EXERCISE DESCRIPTION: Search the data for the string "三村南街" and copy each line where it turns up.

[Records from a dataset]
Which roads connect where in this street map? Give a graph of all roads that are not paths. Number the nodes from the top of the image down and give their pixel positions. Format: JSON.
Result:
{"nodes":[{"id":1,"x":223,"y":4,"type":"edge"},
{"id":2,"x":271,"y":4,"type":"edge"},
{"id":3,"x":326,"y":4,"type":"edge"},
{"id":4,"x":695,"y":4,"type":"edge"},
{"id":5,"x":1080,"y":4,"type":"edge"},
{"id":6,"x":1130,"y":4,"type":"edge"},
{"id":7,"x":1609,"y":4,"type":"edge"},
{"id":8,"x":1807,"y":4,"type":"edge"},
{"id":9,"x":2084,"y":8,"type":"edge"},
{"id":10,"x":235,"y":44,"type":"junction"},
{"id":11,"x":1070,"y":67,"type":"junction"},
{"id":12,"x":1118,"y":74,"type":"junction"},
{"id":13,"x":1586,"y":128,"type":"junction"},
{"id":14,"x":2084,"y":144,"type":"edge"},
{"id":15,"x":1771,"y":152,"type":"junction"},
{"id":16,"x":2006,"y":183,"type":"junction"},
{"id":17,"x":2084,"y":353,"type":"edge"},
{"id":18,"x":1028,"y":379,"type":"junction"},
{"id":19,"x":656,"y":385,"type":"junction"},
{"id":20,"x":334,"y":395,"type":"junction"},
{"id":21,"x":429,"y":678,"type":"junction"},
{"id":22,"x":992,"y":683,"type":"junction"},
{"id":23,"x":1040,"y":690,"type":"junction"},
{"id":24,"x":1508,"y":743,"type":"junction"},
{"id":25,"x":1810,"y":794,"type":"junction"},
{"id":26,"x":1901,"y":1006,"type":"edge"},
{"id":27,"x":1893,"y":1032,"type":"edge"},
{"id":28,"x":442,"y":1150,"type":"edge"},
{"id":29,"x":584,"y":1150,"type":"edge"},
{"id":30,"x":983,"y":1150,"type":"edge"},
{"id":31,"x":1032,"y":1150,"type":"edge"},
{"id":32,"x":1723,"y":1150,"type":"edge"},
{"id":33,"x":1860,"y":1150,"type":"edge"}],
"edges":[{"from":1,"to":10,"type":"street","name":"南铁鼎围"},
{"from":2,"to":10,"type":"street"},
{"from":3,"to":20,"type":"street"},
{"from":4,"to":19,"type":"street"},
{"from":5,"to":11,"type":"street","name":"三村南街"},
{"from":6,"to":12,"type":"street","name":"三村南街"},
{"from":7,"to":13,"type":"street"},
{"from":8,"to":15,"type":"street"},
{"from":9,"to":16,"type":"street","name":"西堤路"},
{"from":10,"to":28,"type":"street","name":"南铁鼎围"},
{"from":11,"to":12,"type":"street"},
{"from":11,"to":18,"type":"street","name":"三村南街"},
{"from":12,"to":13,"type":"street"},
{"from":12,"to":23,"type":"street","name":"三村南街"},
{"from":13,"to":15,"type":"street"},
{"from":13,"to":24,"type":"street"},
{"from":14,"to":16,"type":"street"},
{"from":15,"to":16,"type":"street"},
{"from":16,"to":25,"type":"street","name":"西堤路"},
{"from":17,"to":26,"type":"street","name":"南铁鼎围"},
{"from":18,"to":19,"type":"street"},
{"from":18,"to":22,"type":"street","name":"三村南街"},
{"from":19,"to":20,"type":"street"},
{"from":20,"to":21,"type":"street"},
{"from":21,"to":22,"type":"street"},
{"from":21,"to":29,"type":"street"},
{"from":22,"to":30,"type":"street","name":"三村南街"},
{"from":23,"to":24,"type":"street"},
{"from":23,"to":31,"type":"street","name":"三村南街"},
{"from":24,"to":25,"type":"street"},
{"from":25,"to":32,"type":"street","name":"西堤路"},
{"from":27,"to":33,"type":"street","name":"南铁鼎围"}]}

OUTPUT:
{"from":5,"to":11,"type":"street","name":"三村南街"},
{"from":6,"to":12,"type":"street","name":"三村南街"},
{"from":11,"to":18,"type":"street","name":"三村南街"},
{"from":12,"to":23,"type":"street","name":"三村南街"},
{"from":18,"to":22,"type":"street","name":"三村南街"},
{"from":22,"to":30,"type":"street","name":"三村南街"},
{"from":23,"to":31,"type":"street","name":"三村南街"},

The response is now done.